Chrupalla und Wippel wussten bescheid
Pikant an der Personalie: Als Jankus eine Aufnahme in der AfD verwehrt wurde, führte mit Tino Chrupalla bereits der heutige Bundesvorsitzende der AfD den Kreisverband an. Sein Stellvertreter war damals der Landtagsabgeordnete Sebastian Wippel. Beide kannten folglich die Vergangenheit, hatten aber keine Berührungsängste. So trat Jankus im vergangenen Jahr für die AfD erfolgreich zur Kreistagswahl an. Bekanntester Kandidat: Chrupalla. Die AfD stellt heute die stärkste Kreistagsfraktion, neben dem Ex-NPD-Mann gehören ihr unter anderem auch Chrupalla und Wippel, die Ex-Abgeordnete Silke Grimm sowie Roberto Kuhnert und Mario Kumpf an, die später den Sprung ins Landesparlament schafften.

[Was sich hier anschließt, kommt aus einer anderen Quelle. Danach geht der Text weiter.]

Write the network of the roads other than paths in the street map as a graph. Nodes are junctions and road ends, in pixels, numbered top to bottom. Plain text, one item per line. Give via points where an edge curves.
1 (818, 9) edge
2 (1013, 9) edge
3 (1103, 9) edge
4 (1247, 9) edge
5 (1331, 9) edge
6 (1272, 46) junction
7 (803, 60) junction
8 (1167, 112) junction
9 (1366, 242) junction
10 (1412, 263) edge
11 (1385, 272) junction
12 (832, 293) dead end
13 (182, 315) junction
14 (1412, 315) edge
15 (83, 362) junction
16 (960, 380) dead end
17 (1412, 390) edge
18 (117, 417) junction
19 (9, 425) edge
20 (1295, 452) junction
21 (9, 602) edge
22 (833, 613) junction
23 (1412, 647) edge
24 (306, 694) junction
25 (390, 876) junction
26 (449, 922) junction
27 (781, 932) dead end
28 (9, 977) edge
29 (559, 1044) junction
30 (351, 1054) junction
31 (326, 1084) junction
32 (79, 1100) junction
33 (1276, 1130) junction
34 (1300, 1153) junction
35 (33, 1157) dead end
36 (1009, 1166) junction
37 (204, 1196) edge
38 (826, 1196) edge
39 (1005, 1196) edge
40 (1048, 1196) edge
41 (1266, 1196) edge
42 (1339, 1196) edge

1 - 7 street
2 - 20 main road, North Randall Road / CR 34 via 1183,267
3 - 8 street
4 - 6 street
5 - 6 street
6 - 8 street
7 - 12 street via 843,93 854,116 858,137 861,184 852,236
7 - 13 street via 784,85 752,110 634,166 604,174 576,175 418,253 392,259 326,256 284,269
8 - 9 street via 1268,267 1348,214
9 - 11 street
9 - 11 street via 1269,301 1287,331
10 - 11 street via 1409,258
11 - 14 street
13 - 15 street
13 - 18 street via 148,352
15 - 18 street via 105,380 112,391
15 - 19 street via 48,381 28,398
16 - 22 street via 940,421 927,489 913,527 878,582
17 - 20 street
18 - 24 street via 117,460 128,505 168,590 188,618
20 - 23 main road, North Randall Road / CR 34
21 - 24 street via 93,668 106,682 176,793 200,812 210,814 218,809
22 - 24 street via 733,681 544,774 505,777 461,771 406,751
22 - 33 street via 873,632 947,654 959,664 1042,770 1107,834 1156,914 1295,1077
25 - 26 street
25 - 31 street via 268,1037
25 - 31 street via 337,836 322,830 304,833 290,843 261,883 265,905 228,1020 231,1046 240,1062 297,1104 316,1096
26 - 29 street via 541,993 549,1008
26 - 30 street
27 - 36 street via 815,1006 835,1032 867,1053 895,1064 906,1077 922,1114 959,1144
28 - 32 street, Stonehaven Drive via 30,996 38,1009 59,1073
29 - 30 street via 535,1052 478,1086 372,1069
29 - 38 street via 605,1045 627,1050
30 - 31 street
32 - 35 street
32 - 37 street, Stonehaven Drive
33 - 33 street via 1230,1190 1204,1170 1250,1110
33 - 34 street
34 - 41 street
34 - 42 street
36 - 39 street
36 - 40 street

Zur Görlitzer Stadtratswahl, die ebenfalls 2019 stattfand, stand Jankus gar auf dem dritten Platz der AfD-Liste. Spitzenkandidat: Wippel. Zwar sammelte Jankus vergleichsweise wenige Stimmen, schaffte es aber trotzdem in das Kommunalgremium. Auch dort ist die AfD die stärkste Fraktion. Die Wahl des Vorsitzenden fiel damals überraschend aus, Jankus galt als ein unbeschriebenes Blatt in der Stadt und ist, wie sich jetzt bestätigte, nicht einmal Parteimitglied. Für ihn sprachen aber seine „rhetorische Stärke“, hieß es, und dass er es vermöge, Sebastian Wippel „den Rücken freizuhalten“. Der Abgeordnete arbeitet bis heute regelmäßig mit Jankus zusammen, als Schriftführer im Fraktionsvorstand.
Mitte der 2000er ließ sich Jankus in Görlitz mit einer Anwaltskanzlei nieder, spezialisiert auf deutsch-polnische Fälle. Später engagierte er sich im Elternrat einer örtlichen Schule, wurde zudem stellvertretender Vorsitzender eines Schwimmsportvereins, in dessen Vorstand er nach wie vor sitzt. Um seinen wahren Beruf gab es kurzen Wirbel im vergangenen Jahr, denn auf Wahlzetteln zur Kommunalwahl wurde er als „Rechtsanwalt“ bezeichnet, der er längst nicht mehr war. Nach eigenen Angaben habe er seine Zulassung bereits 2014 „aus gesundheitlichen Gründen“ zurückgegeben, bietet seitdem nur noch Polnisch-Übersetzungen an. Schon zuvor soll ihm eine Anwaltszulassung für Polen gefehlt haben.
Keine aktuelle Stellungnahme
Wer noch weiter zurückschaut, findet interessante Spuren. Im Jahr 1999 druckte das Ostpreußenblatt, das heute Preußische Allgemeine Zeitung heißt, einen Leserbrief Jankus‘ ab. Er schrieb darin in szenetypischer Diktion von „alliiertem Bombenterror“, schimpfte außerdem auf „Sozialisten von braun bis rot“. Später, im Jahr 2005, bewarb er seine neue Görlitzer Kanzlei mit einer Anzeige in der neurechten Wochenzeitung Junge Freiheit, die heute der AfD nahesteht.
Nach idas-Informationen war er bereits seit 1994 Abonnent des Blattes, das damals zu einer Anschrift in Halle/Saale geliefert wurde. Sein Name findet sich schließlich auch unter eine Reihe von Petitionen des rechtsradikalen Spektrums. Aus den Reihen der Görlitzer AfD gibt es noch keine Stellungnahme. Jankus ist dort nicht der einzige Mandatsträger, der mit der extremen Rechten in Kontakt gekommen ist: Gemeinsam mit ihm im Stadtrat sitzt Thomas Seliger. Dessen Name taucht in der Kundenkartei eines bekannten Szene-Textilversandes auf.